La guerra y el amor
Daniel 4:19
“Señor mío sea el sueño para los que te odian y su interpretación para tus adversarios”.
No fueron sólo palabras de cortesía y respeto que usualmente se oían en la corte sino salidas del verdadero corazón de un ministro de Dios, un hijo de la deportación que le habla al gobernante que conquistó y masacró su nación. No siente odio político ni rabia para los enemigos de su pueblo. Su teología le permitía “amar a sus enemigos” o por lo menos a los que fueron sus enemigos y ahora son los esclavistas.
Digo su teología porque miraba las desgracias de su nación en manos de la otra como largamente anunciada por los profetas y merecida por su patria, y que como castigo le había caído encima por decreto de la soberanía de Dios. Daniel enseña lo que es amor tras la guerra, al amor de los vencidos para los vencedores; introduce el olvido, el perdón, la cooperación con aquellos mismos que fueron los invasores.
Las guerras generalmente lo que dejan es odio y más odio, rencores e inolvidables e imperdonables horrores, y los descendientes de los sobrevivientes no pueden vivir sanamente por las verdades históricas que padres y maestros transmiten, algunas veces con deseos de inocular hasta el alma la retribución y la venganza, y no les dejan quitarse de la memoria los sonidos de los grillos y cadenas con que les sujetaron las manos y los pies para emprender el largo recorrido hacia el extranjero, y no dejándoles dormir ni morir aquellas añejas amarguras, y se las despiertan y resucitan con los cantos de “odio eterno” a los que los saquearon, explotaron y rompieron su cultura.
El odio no será eterno, nunca lo ha sido, el amor sí es eterno. Se sacan lecciones de la historia y no se les inocula odio, se hacen pueblos nuevos mentalmente sanos.

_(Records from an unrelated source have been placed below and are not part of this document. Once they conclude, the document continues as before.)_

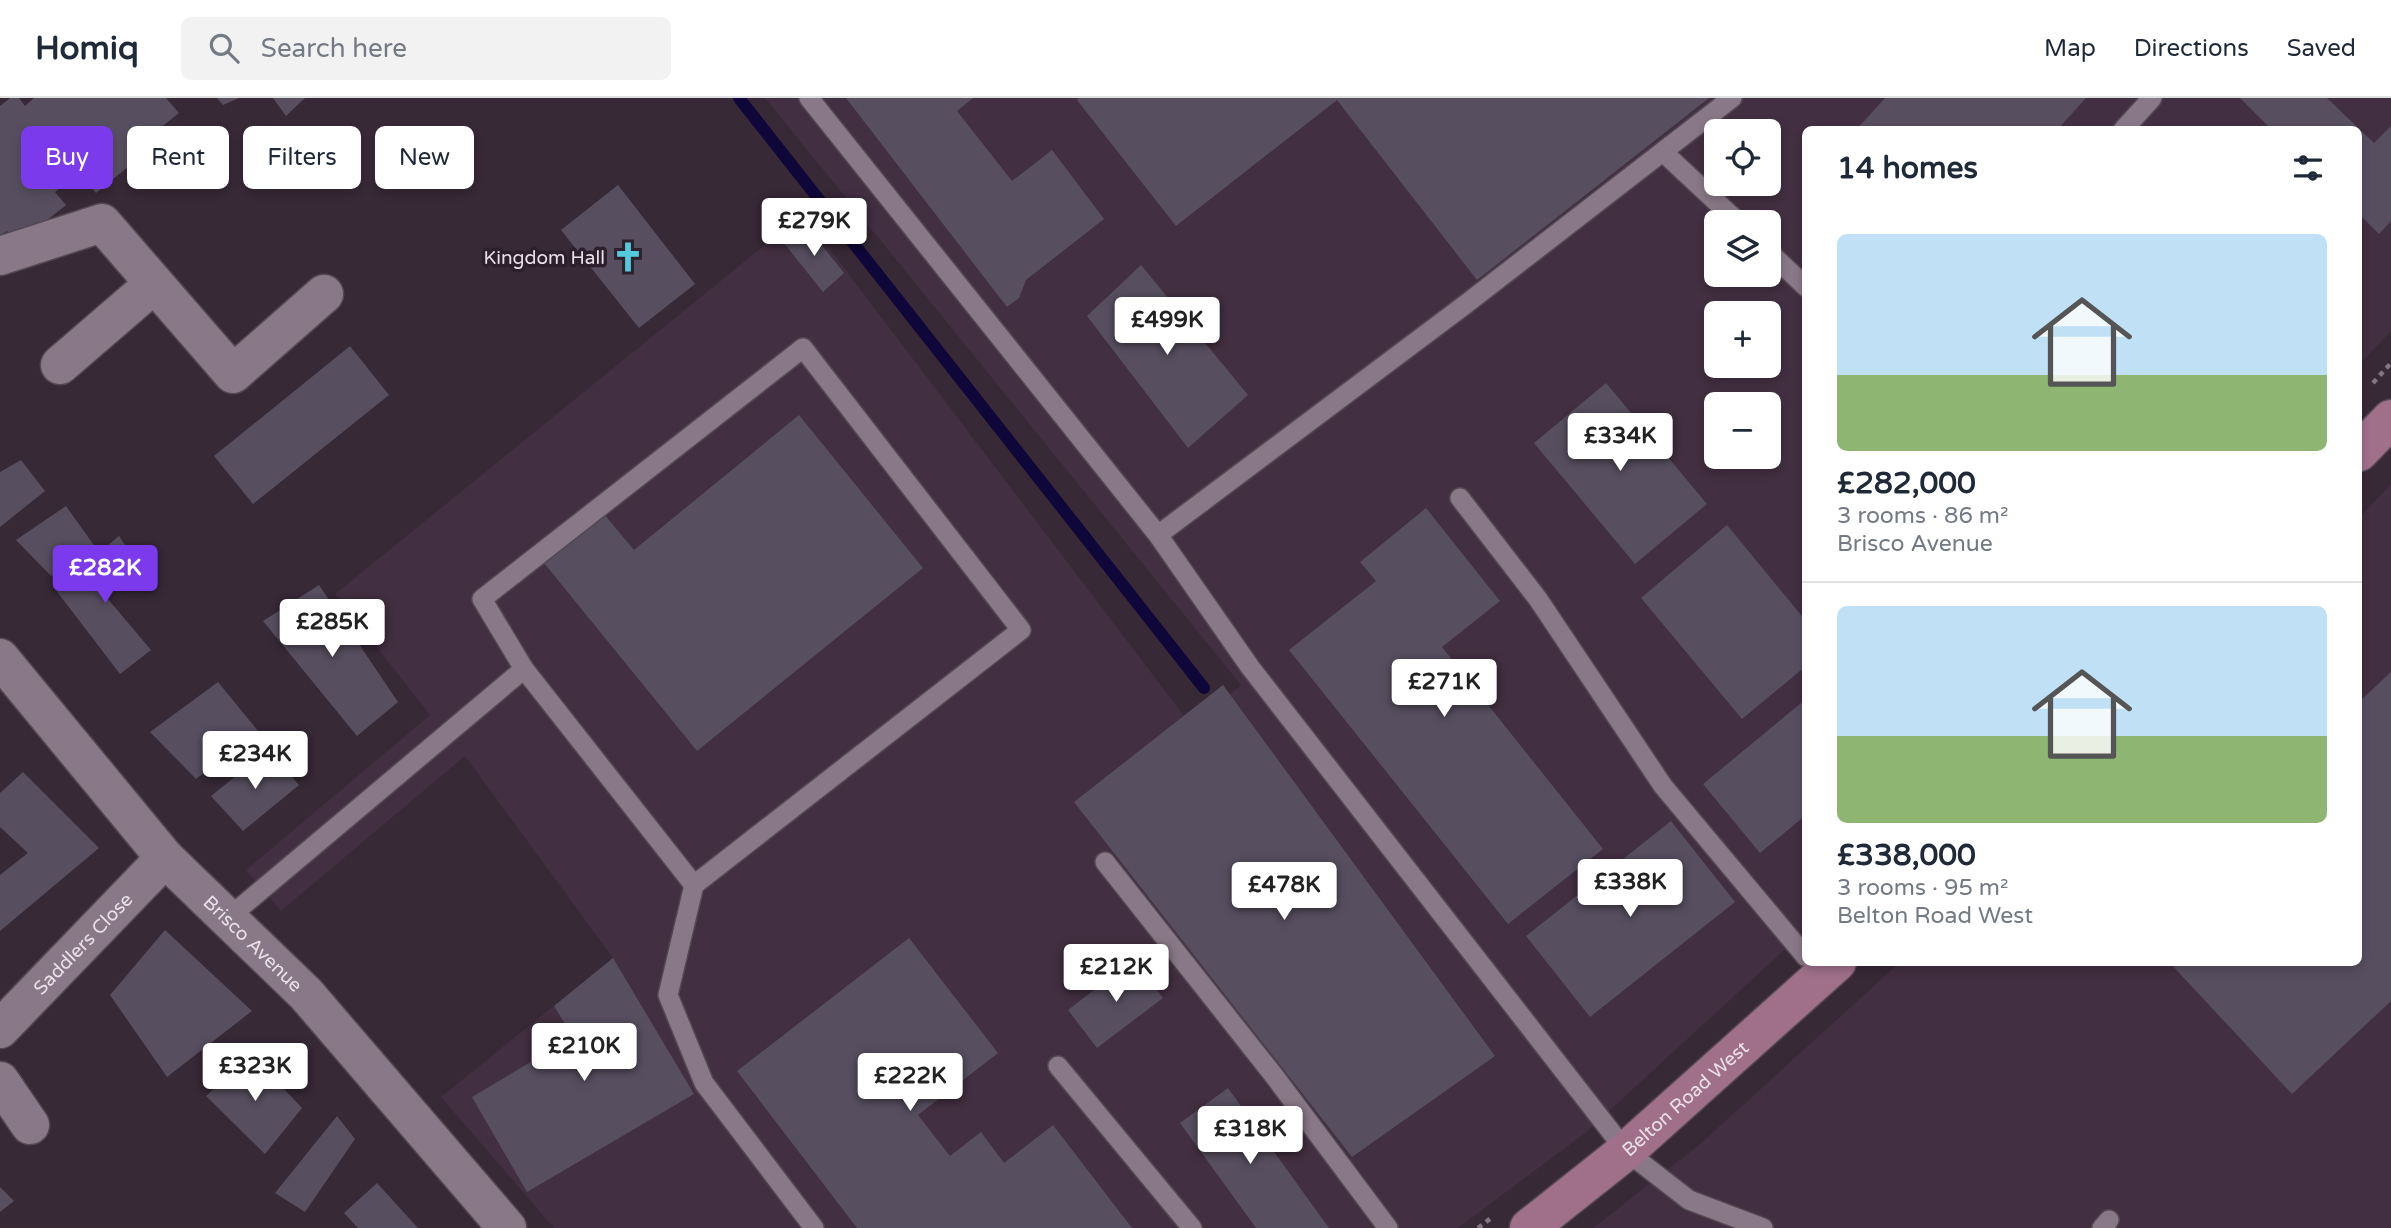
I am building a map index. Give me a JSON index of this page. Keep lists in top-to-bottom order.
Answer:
{
  "streets": {
    "street": ["Brisco Avenue", "Saddlers Close", "Belton Road West"]
  },
  "crossings": [
    ["Brisco Avenue", "Saddlers Close"]
  ],
  "places": {
    "church": ["Kingdom Hall"]
  },
  "page": {
    "header": "Homiq",
    "search": "Search here",
    "nav": ["Map", "Directions", "Saved"],
    "map_buttons": ["+", "−"],
    "chip": [
      "Buy",
      "Rent",
      "Filters",
      "New"
    ],
    "heading": "14 homes",
    "price": [
      "£279K",
      "£499K",
      "£334K",
      "£282K",
      "£285K",
      "£271K",
      "£234K",
      "£338K",
      "£478K",
      "£212K",
      "£210K",
      "£323K",
      "£222K",
      "£318K"
    ],
    "list": [
      {
        "name": "£282,000",
        "note": "3 rooms · 86 m² · Brisco Avenue"
      },
      {
        "name": "£338,000",
        "note": "3 rooms · 95 m² · Belton Road West"
      }
    ]
  }
}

Por eso Daniel le dijo al rey Nabucodonosor, “Señor mío sea todo lo malo de la revelación de este sueño para los que te odian y su interpretación para tus adversarios”, y el rey miró admirado a aquel joven que ya era distinto a los que en su misma ciudad anhelaban estrellar los niños de los babilonios contra las piedras (Sal. 137:1-9).